┌─ Dataset records
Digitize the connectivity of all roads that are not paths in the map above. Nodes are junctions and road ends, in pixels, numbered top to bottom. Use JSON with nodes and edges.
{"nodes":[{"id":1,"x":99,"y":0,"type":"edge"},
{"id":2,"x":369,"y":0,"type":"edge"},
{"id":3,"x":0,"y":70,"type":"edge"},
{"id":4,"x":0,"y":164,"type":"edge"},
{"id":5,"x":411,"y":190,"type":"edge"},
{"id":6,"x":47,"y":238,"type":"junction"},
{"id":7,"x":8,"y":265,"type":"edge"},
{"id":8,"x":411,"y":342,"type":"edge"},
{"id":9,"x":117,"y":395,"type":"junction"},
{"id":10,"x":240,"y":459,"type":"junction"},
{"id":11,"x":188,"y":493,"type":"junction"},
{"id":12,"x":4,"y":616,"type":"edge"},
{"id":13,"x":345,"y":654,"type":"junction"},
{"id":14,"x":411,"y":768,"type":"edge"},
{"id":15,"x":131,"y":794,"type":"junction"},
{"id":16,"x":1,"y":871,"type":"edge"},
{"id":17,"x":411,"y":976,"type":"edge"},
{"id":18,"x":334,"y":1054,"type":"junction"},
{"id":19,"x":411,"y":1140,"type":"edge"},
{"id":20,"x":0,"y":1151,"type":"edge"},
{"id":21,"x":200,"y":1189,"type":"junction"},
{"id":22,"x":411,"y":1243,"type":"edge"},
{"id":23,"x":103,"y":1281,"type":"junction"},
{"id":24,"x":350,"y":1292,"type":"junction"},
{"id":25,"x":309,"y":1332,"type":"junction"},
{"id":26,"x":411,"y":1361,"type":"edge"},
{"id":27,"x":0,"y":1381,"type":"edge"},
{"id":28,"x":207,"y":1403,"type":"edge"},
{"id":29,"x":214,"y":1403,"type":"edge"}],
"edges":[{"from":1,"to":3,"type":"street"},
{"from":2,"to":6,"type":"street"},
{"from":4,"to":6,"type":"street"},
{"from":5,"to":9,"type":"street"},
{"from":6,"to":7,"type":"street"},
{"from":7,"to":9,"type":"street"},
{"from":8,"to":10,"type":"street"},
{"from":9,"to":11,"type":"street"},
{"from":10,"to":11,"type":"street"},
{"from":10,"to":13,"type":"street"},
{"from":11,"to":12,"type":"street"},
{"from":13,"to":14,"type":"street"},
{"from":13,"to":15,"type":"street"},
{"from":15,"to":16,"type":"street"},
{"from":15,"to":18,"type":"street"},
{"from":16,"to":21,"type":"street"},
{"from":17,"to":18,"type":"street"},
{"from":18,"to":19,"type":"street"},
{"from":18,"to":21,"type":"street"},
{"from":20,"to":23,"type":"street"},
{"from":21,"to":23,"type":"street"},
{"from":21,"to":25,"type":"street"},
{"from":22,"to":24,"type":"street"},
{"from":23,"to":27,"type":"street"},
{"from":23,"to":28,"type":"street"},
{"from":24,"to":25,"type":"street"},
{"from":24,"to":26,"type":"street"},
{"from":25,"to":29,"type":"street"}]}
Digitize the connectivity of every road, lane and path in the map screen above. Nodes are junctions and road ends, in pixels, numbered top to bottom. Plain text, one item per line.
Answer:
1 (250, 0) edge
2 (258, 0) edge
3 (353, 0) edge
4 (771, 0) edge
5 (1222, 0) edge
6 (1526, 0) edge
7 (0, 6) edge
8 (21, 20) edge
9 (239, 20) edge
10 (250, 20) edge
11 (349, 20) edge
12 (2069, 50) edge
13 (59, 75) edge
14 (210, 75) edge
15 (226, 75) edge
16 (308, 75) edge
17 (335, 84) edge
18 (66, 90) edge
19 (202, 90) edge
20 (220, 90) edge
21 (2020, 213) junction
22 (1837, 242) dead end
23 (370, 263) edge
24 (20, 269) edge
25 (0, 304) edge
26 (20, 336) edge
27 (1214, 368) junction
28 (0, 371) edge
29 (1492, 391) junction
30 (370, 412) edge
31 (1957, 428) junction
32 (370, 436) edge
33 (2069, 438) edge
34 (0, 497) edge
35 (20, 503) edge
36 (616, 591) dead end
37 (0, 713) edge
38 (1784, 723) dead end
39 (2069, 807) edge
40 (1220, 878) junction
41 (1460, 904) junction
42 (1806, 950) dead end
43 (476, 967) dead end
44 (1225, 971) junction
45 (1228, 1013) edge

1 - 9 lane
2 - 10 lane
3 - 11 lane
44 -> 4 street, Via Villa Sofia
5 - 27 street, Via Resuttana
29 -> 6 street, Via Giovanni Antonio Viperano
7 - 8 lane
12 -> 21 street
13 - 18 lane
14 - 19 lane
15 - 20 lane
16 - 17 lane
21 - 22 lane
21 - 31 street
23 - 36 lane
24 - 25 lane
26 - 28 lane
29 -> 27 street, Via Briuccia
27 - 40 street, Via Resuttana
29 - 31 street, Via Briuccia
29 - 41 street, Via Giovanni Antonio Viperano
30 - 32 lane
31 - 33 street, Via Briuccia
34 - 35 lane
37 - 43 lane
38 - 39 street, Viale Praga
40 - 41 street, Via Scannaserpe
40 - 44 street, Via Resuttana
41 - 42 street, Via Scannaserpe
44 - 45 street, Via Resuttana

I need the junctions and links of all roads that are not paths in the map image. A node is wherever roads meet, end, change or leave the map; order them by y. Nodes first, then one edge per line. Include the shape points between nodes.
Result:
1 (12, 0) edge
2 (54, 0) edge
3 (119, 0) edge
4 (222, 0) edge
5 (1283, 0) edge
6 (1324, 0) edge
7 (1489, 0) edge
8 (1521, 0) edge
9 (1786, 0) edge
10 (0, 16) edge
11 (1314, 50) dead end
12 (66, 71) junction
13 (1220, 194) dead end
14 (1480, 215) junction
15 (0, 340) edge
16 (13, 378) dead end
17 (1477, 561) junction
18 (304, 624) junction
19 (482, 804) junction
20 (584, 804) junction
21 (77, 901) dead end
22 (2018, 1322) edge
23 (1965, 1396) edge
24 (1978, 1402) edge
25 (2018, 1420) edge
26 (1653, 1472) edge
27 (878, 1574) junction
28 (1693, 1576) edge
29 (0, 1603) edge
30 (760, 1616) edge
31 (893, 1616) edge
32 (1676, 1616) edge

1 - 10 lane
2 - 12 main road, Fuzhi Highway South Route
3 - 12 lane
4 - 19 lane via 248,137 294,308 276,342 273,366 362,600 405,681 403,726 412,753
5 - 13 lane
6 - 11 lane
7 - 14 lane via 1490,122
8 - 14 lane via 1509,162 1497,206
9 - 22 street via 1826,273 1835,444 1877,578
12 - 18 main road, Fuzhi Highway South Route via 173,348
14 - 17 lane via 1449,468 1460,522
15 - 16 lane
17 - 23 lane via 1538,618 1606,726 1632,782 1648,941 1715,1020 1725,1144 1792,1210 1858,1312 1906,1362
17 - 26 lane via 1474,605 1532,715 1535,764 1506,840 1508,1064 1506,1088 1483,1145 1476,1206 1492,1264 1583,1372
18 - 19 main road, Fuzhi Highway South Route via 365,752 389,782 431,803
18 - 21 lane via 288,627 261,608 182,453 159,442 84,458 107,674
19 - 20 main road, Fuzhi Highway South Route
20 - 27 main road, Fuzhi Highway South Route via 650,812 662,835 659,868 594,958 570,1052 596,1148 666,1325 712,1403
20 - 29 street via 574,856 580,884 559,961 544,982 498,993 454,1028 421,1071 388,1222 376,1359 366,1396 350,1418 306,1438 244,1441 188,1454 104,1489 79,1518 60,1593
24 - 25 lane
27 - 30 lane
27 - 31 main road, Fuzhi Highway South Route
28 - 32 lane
└─
Exercise:
Scan the records above and count the lines that contain "Highway". No text besides the count.

Answer to this exercise:
6